🤖 AI Summary
This work addresses the issue in trajectory prediction where Winner-Take-All (WTA) training yields uninformative posterior probabilities over modes, hindering effective mode pruning. The study identifies hard assignment in WTA as the root cause of mode oversplitting and instability, and unifies existing approaches under a Gaussian Mixture Model (GMM) framework. To rectify mode probabilities without retraining, the authors propose two lightweight post-processing strategies: test-time posterior-weighted fusion and a single-step EM-based soft responsibility update. Evaluated across multiple WTA-based architectures, these methods significantly enhance the informativeness of posterior probabilities, improve mode ranking accuracy, and boost overall prediction performance.
📝 Abstract
Trajectory forecasting for autonomous driving has advanced rapidly, yet representative models often produce uninformative posteriors over forecast modes, causing problems for mode pruning. We trace this to a modeling-training mismatch: forecasters are typically modeled as conditional Gaussian mixture models (GMMs) but trained with a winner-take-all (WTA) loss that assigns each sample to its nearest mode. We argue that this K-means-like hard assignment (one-hot), while preventing mode collapse, is the source of uninformative mode probabilities: it over-segments the trajectory space, ignores relatedness among nearby modes, and yields assignment instability under small perturbations.
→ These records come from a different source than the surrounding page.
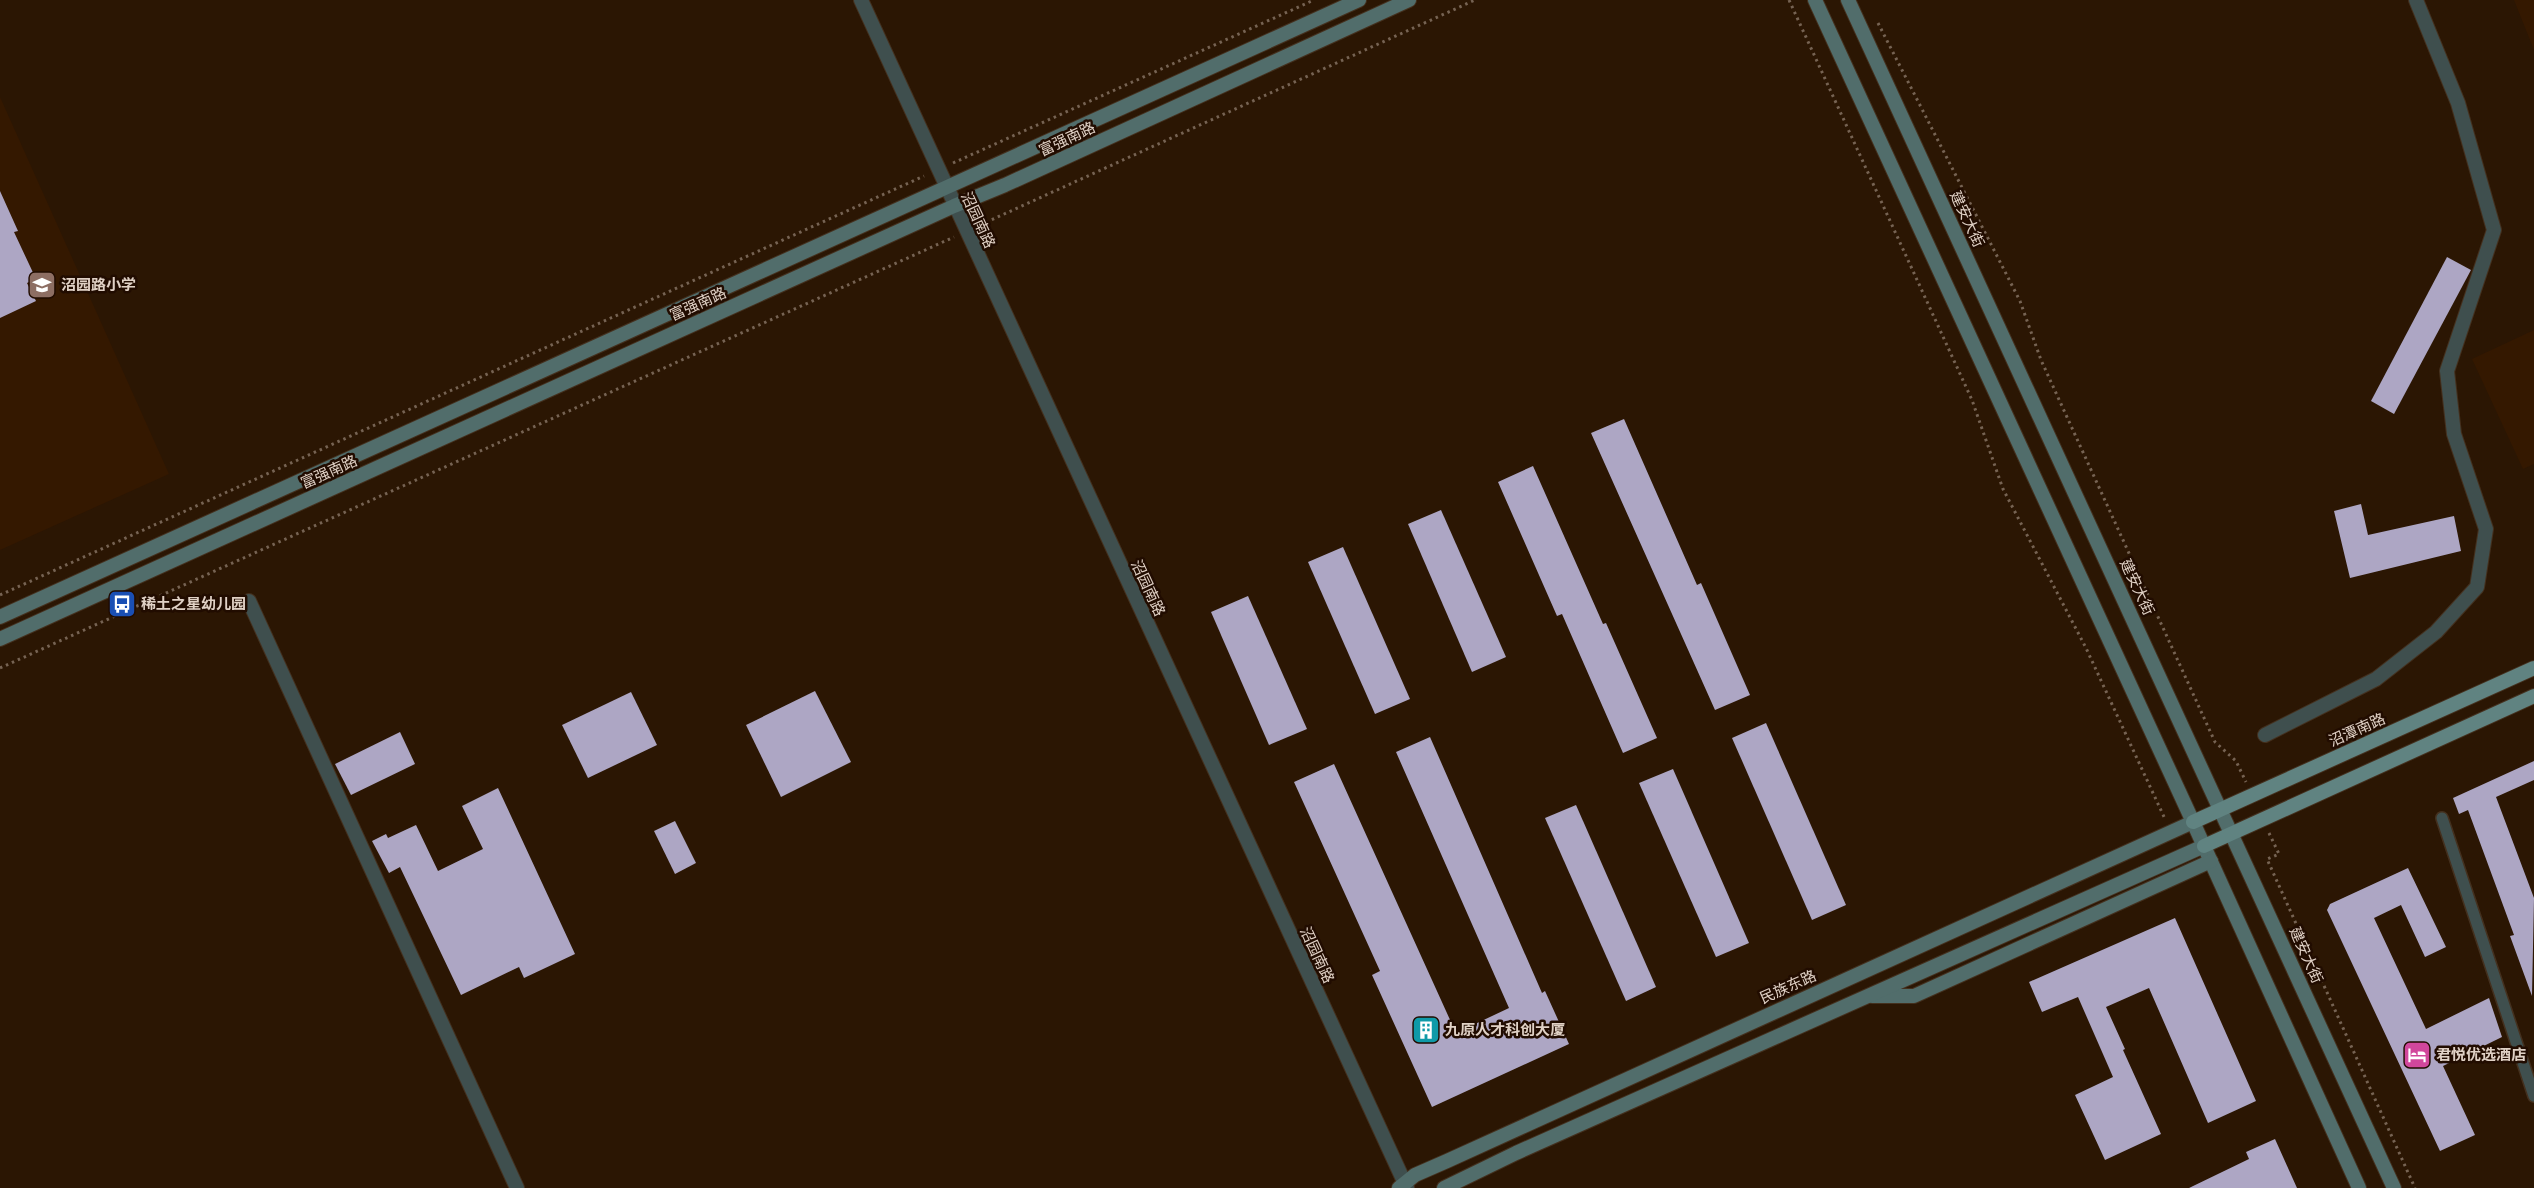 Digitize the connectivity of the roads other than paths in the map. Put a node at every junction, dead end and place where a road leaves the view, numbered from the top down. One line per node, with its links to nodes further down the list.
1 (861, 0): 7 (street, 沼园南路)
2 (1358, 0): 7 (main road, 富强南路)
3 (1409, 0): 8 (main road, 富强南路)
4 (1815, 0): 17 (main road)
5 (1848, 0): 15 (main road, 建安大街)
6 (2416, 0): 14 (street)
7 (946, 188): 8 (street, 沼园南路); 10 (main road, 富强南路)
8 (954, 206): 11 (main road, 富强南路); 23 (street, 沼园南路)
9 (249, 600): 24 (street)
10 (0, 617)
11 (0, 639)
12 (2534, 668): 15 (main road, 沼潭南路)
13 (2534, 696): 18 (main road)
14 (2265, 735)
15 (2222, 809): 17 (main road, 沼潭南路); 18 (main road, 建安大街)
16 (2442, 818): 22 (lane)
17 (2193, 822): 19 (main road); 23 (main road, 民族东路)
18 (2234, 834): 19 (main road); 27 (main road, 建安大街)
19 (2204, 846): 20 (main road); 21 (main road)
20 (2211, 861): 21 (main road); 26 (main road)
21 (1867, 996): 25 (main road)
22 (2534, 1096)
23 (1404, 1187)
24 (518, 1188)
25 (1444, 1188)
26 (2359, 1188)
27 (2394, 1188)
Guided by this lens, we introduce two post-hoc treatments: (1) test-time posterior-weighted merging that aggregates nearby candidate trajectories; and (2) a one-step expectation-maximization (EM) update that replaces hard labels with soft responsibilities, sharing probability mass across neighboring modes. Across several WTA-trained architectures, these lightweight steps produce more informative, faithfully ranked mode posteriors and strengthen final forecasts on popular displacement metrics -- without retraining. Our analysis unifies recent design choices through a GMM-vs-K-means perspective and offers principled, practical corrections that better align training objectives with inference.